PROVIDED RECORDS:
□ □ □ □
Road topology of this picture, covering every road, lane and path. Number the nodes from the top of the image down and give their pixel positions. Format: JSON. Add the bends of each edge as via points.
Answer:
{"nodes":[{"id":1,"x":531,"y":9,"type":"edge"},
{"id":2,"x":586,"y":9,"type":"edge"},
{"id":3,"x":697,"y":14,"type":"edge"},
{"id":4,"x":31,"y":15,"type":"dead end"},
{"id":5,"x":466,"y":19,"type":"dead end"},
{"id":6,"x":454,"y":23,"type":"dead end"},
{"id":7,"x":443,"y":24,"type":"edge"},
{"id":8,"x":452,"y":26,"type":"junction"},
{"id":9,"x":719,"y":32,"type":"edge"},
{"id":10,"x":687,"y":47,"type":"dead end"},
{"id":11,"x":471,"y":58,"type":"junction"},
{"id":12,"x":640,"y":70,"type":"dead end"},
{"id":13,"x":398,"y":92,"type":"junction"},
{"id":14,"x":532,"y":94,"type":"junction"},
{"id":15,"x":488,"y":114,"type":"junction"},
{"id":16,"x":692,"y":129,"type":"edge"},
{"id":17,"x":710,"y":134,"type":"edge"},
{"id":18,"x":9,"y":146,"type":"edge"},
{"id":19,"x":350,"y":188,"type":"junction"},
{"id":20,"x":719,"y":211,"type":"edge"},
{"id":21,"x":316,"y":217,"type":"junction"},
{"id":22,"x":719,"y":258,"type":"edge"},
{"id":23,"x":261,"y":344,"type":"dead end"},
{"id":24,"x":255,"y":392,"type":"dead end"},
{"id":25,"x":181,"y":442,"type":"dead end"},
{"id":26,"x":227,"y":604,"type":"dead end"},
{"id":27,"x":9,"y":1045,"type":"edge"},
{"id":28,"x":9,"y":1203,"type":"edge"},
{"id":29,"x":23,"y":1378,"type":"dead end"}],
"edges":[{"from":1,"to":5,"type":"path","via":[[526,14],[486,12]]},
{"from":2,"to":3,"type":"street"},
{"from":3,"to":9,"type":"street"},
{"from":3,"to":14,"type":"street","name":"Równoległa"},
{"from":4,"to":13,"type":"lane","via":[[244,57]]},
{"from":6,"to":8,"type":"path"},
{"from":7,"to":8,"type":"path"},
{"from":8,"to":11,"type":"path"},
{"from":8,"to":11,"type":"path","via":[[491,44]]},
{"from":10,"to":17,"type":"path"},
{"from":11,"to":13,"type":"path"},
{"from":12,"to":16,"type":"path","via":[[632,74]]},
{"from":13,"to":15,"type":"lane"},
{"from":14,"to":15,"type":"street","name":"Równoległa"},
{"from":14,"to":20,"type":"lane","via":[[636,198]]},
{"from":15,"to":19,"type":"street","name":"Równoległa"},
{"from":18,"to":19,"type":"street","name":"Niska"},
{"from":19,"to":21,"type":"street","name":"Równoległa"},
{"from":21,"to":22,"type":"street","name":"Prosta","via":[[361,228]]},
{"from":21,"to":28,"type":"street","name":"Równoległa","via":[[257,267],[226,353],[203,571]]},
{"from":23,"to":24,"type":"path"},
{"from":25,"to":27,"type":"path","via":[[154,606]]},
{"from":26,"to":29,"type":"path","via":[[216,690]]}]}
□ □ □ □
Copy, from the data above, every line where the word "nodes" appears.

RESPONSE:
Road topology of this picture, covering every road, lane and path. Number the nodes from the top of the image down and give their pixel positions. Format: JSON. Add the bends of each edge as via points.
{"nodes":[{"id":1,"x":531,"y":9,"type":"edge"},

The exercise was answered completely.